## WHAT TO DO
Write out the records beneath this line exactly as they appear, minus any images.

## PROVIDED RECORDS
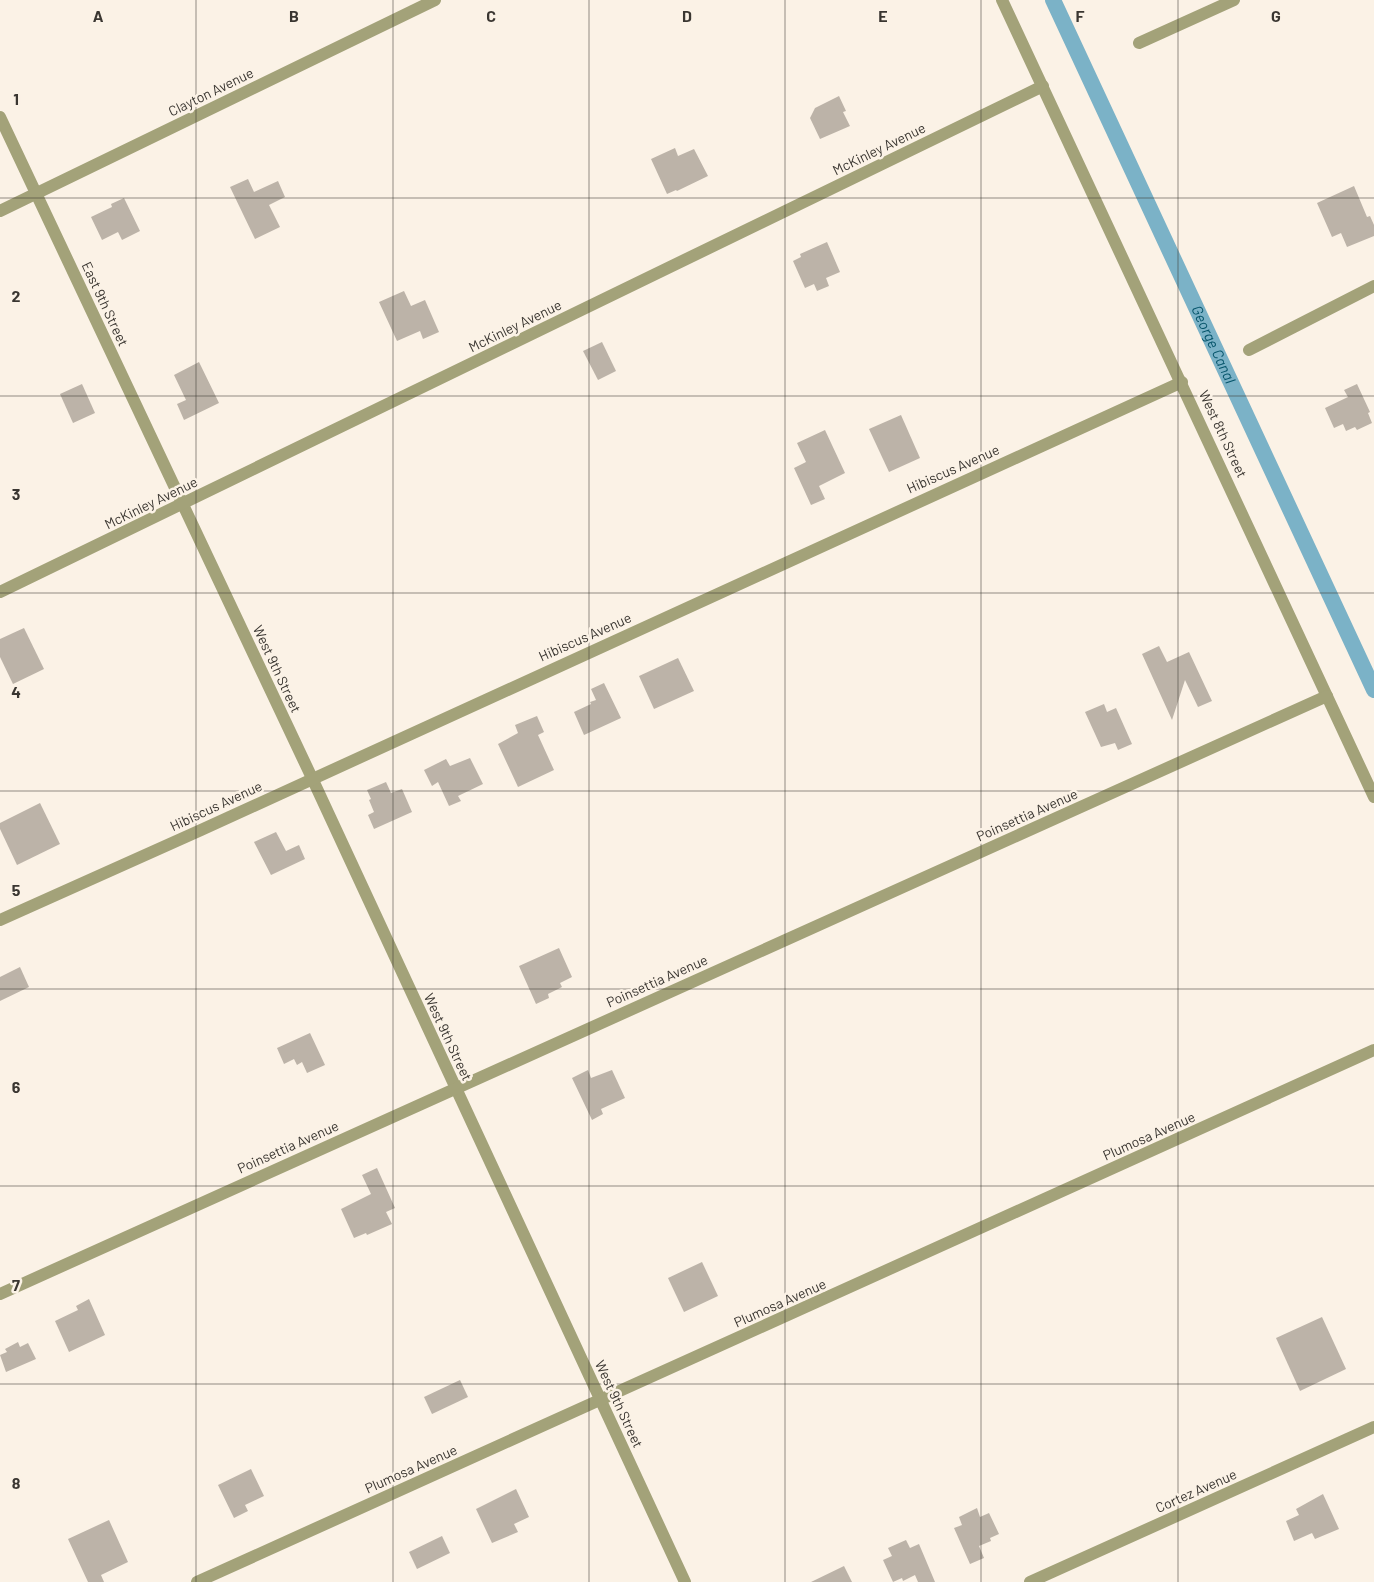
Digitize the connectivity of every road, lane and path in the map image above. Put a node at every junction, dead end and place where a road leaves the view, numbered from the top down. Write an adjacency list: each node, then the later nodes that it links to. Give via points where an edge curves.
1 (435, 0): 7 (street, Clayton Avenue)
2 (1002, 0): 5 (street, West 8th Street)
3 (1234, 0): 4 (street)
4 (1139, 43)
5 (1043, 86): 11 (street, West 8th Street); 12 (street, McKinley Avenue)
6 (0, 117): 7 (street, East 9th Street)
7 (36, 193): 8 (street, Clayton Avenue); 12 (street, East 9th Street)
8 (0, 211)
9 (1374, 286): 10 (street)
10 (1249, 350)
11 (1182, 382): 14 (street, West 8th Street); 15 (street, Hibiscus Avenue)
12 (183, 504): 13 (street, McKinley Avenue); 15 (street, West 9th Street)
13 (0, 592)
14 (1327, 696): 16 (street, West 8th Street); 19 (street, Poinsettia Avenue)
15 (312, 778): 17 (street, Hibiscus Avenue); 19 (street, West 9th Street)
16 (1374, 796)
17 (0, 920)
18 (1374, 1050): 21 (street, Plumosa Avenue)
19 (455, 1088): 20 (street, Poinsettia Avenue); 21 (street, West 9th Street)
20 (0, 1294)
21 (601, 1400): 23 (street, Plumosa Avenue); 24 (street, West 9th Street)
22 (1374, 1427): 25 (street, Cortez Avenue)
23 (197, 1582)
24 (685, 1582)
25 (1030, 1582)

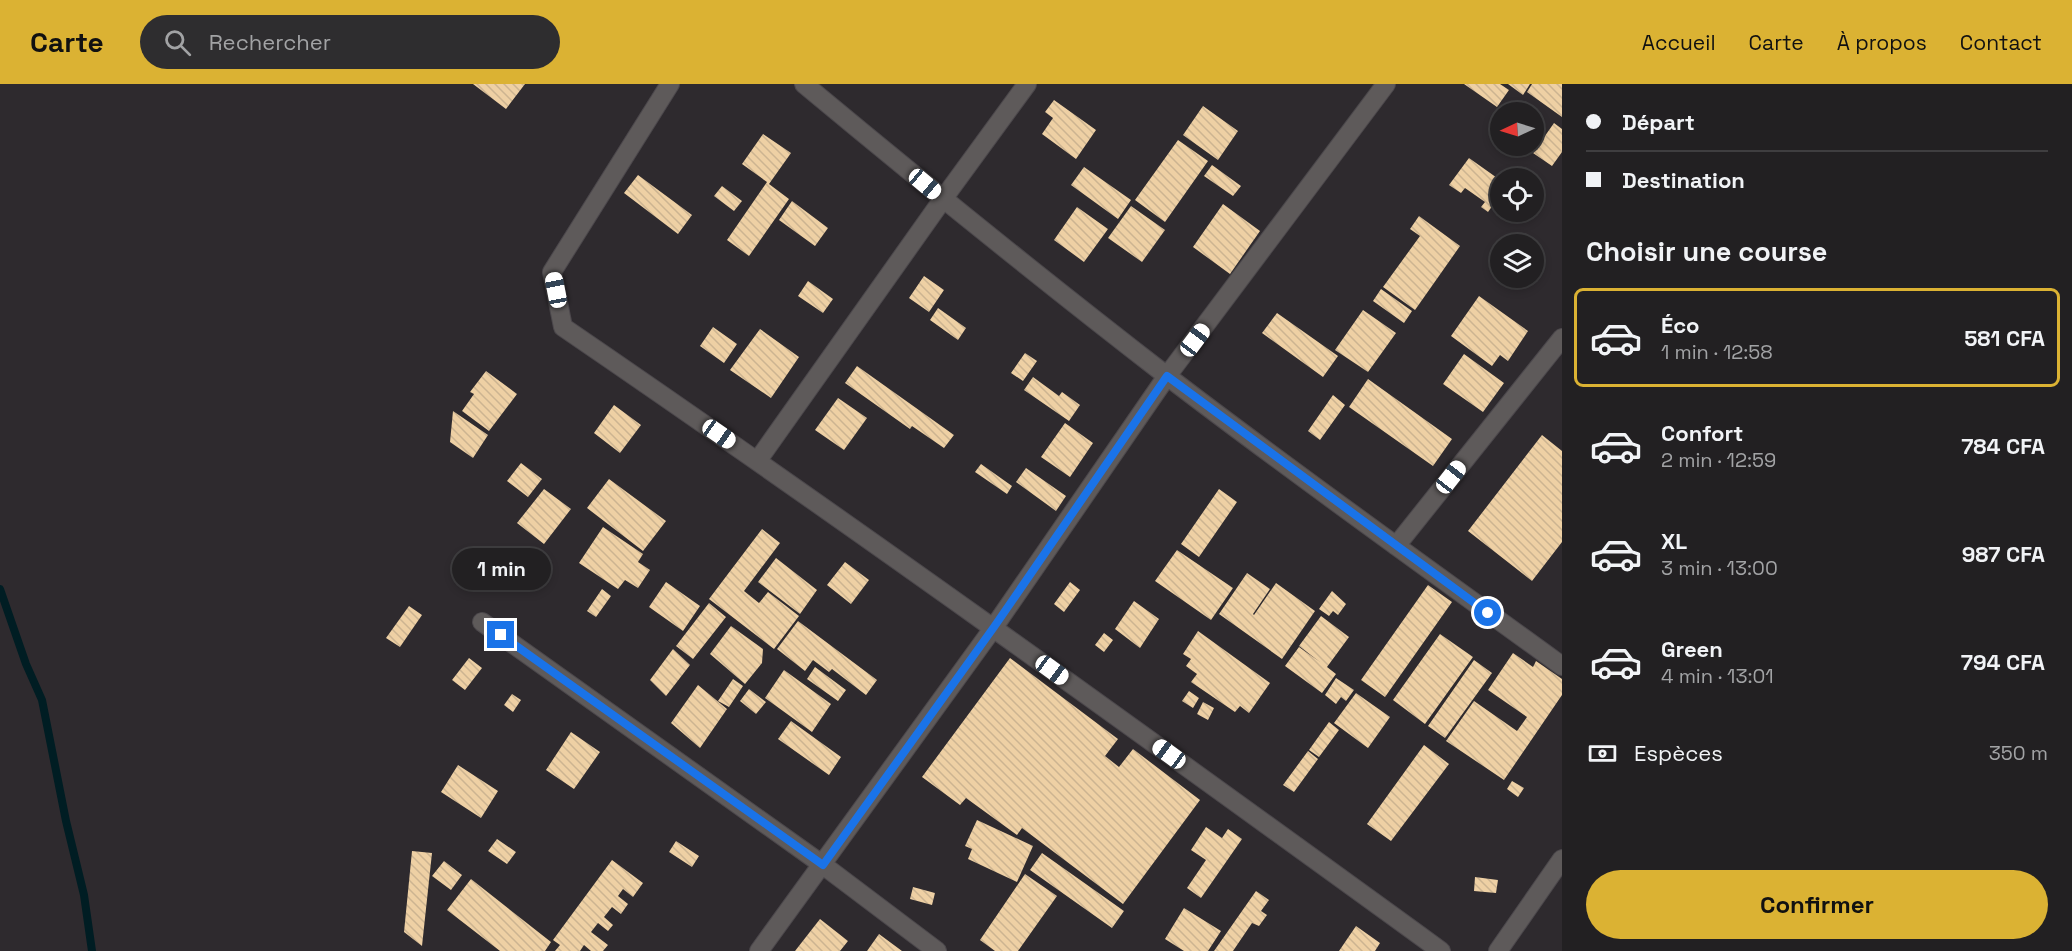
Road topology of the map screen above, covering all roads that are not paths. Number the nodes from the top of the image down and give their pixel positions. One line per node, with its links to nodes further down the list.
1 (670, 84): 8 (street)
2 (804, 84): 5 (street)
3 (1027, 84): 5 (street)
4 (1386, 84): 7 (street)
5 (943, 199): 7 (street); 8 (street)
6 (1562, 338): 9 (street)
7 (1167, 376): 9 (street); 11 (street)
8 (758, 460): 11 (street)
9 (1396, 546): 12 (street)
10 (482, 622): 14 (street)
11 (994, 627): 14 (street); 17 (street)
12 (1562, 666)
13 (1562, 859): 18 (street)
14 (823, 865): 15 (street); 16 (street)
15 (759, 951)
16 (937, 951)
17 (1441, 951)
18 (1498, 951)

## RESPONSE BOX
Digitize the connectivity of every road, lane and path in the map image above. Put a node at every junction, dead end and place where a road leaves the view, numbered from the top down. Write an adjacency list: each node, then the later nodes that it links to. Give via points where an edge curves.
1 (435, 0): 7 (street, Clayton Avenue)
2 (1002, 0): 5 (street, West 8th Street)
3 (1234, 0): 4 (street)
4 (1139, 43)
5 (1043, 86): 11 (street, West 8th Street); 12 (street, McKinley Avenue)
6 (0, 117): 7 (street, East 9th Street)
7 (36, 193): 8 (street, Clayton Avenue); 12 (street, East 9th Street)
8 (0, 211)
9 (1374, 286): 10 (street)
10 (1249, 350)
11 (1182, 382): 14 (street, West 8th Street); 15 (street, Hibiscus Avenue)
12 (183, 504): 13 (street, McKinley Avenue); 15 (street, West 9th Street)
13 (0, 592)
14 (1327, 696): 16 (street, West 8th Street); 19 (street, Poinsettia Avenue)
15 (312, 778): 17 (street, Hibiscus Avenue); 19 (street, West 9th Street)
16 (1374, 796)
17 (0, 920)
18 (1374, 1050): 21 (street, Plumosa Avenue)
19 (455, 1088): 20 (street, Poinsettia Avenue); 21 (street, West 9th Street)
20 (0, 1294)
21 (601, 1400): 23 (street, Plumosa Avenue); 24 (street, West 9th Street)
22 (1374, 1427): 25 (street, Cortez Avenue)
23 (197, 1582)
24 (685, 1582)
25 (1030, 1582)

Road topology of the map screen above, covering all roads that are not paths. Number the nodes from the top of the image down and give their pixel positions. One line per node, with its links to nodes further down the list.
1 (670, 84): 8 (street)
2 (804, 84): 5 (street)
3 (1027, 84): 5 (street)
4 (1386, 84): 7 (street)
5 (943, 199): 7 (street); 8 (street)
6 (1562, 338): 9 (street)
7 (1167, 376): 9 (street); 11 (street)
8 (758, 460): 11 (street)
9 (1396, 546): 12 (street)
10 (482, 622): 14 (street)
11 (994, 627): 14 (street); 17 (street)
12 (1562, 666)
13 (1562, 859): 18 (street)
14 (823, 865): 15 (street); 16 (street)
15 (759, 951)
16 (937, 951)
17 (1441, 951)
18 (1498, 951)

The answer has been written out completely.